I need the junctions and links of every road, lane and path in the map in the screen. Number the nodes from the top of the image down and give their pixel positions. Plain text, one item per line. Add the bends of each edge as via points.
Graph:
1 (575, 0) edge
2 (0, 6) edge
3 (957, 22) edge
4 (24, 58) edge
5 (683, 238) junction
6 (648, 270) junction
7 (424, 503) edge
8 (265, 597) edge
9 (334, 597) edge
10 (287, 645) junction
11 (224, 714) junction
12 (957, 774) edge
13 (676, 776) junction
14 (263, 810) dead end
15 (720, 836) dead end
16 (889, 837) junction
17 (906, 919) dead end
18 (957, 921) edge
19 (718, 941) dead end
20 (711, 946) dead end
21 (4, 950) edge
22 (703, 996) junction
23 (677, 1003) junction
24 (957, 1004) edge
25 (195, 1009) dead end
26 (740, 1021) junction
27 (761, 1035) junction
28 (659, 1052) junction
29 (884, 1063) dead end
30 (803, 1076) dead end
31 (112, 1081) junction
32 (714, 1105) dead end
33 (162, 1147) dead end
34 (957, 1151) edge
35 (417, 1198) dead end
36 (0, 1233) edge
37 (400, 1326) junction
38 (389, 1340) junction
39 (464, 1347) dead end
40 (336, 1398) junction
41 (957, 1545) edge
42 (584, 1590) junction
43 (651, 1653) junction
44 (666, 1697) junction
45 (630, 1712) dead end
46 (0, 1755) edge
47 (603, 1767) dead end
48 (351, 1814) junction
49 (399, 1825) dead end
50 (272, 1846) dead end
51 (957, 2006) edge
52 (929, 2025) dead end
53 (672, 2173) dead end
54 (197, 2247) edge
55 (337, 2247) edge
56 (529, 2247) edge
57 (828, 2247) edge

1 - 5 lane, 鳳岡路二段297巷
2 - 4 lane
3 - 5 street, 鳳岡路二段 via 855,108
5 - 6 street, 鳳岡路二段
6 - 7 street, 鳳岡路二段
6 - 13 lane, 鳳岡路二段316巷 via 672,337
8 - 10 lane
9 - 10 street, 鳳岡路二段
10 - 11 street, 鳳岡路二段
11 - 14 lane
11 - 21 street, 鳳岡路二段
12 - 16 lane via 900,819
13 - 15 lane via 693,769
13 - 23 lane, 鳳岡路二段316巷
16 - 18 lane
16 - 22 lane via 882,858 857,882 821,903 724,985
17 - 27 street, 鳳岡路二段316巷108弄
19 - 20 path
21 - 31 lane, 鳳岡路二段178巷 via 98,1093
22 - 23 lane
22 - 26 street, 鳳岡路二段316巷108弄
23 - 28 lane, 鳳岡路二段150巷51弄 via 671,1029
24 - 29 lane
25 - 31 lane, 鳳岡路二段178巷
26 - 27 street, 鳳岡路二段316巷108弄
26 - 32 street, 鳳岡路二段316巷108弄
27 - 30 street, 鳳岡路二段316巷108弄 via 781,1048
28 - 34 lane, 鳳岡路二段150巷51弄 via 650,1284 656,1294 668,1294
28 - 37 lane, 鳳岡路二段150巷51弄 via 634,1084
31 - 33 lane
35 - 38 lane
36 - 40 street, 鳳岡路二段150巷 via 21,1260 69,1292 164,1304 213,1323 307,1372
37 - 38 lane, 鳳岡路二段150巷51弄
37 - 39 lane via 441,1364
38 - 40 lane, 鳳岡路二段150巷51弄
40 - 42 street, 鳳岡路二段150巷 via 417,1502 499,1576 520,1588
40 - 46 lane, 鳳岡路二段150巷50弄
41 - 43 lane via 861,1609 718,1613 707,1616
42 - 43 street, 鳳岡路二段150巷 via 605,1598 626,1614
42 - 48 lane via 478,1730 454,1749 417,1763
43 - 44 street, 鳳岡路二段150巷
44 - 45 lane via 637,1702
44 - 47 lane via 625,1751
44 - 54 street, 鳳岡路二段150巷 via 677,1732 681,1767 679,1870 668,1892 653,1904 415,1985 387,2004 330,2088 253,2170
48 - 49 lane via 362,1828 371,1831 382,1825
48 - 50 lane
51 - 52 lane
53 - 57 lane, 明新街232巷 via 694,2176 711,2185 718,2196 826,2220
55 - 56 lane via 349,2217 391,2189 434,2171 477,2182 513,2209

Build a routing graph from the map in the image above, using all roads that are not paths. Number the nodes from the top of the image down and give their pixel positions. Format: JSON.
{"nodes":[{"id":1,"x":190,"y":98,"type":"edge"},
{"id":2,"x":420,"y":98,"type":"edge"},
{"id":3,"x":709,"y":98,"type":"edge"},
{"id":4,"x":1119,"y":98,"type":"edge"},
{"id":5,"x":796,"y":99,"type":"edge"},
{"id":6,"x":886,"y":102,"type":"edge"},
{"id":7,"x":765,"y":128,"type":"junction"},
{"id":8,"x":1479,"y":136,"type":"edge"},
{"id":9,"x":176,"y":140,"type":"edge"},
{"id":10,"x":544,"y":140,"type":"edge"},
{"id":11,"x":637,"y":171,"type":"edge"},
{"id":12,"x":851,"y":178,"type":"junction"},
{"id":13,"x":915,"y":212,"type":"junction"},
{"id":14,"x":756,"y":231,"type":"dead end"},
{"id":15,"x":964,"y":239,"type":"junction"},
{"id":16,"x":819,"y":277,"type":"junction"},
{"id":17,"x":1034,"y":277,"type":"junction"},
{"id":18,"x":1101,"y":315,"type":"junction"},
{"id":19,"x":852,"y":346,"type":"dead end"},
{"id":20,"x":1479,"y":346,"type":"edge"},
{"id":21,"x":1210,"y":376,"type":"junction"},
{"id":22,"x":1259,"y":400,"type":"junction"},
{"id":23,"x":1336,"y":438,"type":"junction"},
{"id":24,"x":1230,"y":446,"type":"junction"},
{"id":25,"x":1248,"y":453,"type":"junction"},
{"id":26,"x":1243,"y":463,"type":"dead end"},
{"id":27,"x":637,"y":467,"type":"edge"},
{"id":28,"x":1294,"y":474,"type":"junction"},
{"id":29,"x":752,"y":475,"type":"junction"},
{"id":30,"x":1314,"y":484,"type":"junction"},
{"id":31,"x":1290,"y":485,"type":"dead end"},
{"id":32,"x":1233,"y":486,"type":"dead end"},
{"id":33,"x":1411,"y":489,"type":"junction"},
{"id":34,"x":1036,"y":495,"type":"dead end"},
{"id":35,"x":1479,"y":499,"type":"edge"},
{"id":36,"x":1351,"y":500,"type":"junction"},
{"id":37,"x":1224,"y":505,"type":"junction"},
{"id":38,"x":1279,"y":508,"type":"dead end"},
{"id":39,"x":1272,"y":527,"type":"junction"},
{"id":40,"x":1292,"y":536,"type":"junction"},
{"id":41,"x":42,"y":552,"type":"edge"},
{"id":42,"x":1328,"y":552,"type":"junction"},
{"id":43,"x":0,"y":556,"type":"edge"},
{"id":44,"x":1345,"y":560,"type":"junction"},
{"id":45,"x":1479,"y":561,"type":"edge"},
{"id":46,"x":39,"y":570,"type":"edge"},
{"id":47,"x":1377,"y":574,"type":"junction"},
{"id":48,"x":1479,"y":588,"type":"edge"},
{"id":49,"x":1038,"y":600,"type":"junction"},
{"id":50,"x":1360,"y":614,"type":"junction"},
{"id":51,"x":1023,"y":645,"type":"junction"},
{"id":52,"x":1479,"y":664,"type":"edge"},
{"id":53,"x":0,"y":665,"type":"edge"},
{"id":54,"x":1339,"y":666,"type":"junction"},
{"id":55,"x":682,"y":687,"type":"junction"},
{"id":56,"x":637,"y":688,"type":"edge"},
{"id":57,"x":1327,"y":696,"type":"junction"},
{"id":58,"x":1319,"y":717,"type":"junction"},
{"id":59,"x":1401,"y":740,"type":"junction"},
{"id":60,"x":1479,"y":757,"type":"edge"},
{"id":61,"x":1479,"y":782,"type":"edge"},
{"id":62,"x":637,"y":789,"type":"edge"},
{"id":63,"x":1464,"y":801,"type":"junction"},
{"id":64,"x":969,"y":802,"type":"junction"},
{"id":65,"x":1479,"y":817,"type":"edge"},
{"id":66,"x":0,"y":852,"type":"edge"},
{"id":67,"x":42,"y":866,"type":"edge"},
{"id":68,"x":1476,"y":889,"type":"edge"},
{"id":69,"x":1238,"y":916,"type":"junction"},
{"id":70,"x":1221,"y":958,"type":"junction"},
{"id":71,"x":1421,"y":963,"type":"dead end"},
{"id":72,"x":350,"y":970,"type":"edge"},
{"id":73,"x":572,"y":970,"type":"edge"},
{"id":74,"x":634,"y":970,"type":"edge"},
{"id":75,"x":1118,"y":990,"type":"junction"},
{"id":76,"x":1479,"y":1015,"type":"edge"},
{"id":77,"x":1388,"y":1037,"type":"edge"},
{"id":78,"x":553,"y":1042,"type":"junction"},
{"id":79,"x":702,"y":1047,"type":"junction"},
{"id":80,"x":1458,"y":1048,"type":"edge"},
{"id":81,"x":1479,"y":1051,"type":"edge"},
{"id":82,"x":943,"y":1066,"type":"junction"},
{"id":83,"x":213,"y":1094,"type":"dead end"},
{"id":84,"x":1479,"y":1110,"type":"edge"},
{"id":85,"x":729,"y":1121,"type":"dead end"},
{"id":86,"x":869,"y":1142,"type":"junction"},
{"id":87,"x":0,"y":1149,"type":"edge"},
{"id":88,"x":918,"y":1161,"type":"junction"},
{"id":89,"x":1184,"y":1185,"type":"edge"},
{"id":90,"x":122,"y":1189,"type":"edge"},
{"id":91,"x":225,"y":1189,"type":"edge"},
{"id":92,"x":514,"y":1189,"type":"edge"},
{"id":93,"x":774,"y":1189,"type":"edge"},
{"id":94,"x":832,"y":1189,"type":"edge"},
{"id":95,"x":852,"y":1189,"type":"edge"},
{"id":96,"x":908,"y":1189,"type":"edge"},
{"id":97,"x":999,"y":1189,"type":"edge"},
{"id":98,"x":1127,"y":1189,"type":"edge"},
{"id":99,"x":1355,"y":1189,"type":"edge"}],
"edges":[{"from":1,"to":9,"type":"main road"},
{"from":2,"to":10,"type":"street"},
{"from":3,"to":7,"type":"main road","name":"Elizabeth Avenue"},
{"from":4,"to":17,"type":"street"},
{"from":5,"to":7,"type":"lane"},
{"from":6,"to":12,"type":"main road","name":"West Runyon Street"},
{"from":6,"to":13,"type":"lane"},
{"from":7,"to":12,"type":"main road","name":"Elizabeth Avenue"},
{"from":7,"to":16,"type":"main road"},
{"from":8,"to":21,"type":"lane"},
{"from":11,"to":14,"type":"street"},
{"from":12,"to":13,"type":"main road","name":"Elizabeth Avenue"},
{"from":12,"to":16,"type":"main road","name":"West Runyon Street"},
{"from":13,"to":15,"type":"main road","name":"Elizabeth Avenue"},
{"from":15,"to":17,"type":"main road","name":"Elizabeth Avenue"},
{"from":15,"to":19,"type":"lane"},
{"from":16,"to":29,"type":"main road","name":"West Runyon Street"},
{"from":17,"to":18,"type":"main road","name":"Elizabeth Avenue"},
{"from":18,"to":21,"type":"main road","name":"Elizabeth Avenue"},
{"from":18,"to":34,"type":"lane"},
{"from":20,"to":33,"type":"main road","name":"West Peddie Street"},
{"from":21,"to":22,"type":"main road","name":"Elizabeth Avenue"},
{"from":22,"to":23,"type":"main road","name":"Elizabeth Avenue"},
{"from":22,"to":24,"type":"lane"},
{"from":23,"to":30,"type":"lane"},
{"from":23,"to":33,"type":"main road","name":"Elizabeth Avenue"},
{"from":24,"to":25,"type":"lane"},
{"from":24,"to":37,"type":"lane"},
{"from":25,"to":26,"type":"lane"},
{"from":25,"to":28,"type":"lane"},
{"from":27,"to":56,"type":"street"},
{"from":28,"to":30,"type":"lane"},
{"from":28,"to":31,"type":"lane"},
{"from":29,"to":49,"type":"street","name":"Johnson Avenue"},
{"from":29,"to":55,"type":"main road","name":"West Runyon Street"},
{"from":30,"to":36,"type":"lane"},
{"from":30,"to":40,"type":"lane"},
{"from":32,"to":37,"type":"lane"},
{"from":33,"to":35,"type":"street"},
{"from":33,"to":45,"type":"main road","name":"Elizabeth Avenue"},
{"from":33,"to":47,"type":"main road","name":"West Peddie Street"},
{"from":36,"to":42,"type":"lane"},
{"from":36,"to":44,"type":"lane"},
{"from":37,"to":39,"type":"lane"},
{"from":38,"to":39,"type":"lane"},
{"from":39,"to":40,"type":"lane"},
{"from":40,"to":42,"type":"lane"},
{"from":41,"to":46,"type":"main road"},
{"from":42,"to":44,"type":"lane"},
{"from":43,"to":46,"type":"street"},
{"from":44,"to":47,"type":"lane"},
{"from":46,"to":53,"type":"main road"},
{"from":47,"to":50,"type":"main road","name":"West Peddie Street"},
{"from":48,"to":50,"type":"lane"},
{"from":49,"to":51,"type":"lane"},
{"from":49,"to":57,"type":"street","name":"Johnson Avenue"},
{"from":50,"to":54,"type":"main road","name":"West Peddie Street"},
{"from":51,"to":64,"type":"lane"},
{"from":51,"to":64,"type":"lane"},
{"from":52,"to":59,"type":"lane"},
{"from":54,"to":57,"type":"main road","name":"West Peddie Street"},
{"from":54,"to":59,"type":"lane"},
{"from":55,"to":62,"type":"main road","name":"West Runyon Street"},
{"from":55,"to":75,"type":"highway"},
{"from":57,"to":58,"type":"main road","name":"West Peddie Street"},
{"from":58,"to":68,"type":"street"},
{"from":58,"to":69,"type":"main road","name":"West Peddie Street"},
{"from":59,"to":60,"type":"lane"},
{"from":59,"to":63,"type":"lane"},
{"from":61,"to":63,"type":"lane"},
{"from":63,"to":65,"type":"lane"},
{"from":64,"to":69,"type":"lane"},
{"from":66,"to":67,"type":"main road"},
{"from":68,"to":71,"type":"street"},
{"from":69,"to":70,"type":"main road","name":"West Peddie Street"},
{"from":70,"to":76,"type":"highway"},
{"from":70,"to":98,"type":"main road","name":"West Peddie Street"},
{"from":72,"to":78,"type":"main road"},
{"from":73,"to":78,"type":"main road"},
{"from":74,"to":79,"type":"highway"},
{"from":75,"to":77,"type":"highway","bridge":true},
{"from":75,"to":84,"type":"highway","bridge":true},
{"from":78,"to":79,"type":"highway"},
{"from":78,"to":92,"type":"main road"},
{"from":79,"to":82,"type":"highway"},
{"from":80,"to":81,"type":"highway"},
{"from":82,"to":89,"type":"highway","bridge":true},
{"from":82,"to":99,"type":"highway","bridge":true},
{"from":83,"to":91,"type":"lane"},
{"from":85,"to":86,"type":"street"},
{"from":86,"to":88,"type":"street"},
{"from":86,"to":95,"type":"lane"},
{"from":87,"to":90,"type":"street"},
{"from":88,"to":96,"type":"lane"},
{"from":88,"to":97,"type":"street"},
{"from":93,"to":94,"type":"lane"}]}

------------------------------------------------------------------------

# [Aim of the task]
Return each line of the entries that holds the string "give".

# [Task output]
I need the junctions and links of every road, lane and path in the map in the screen. Number the nodes from the top of the image down and give their pixel positions. Plain text, one item per line. Add the bends of each edge as via points.
Build a routing graph from the map in the image above, using all roads that are not paths. Number the nodes from the top of the image down and give their pixel positions. Format: JSON.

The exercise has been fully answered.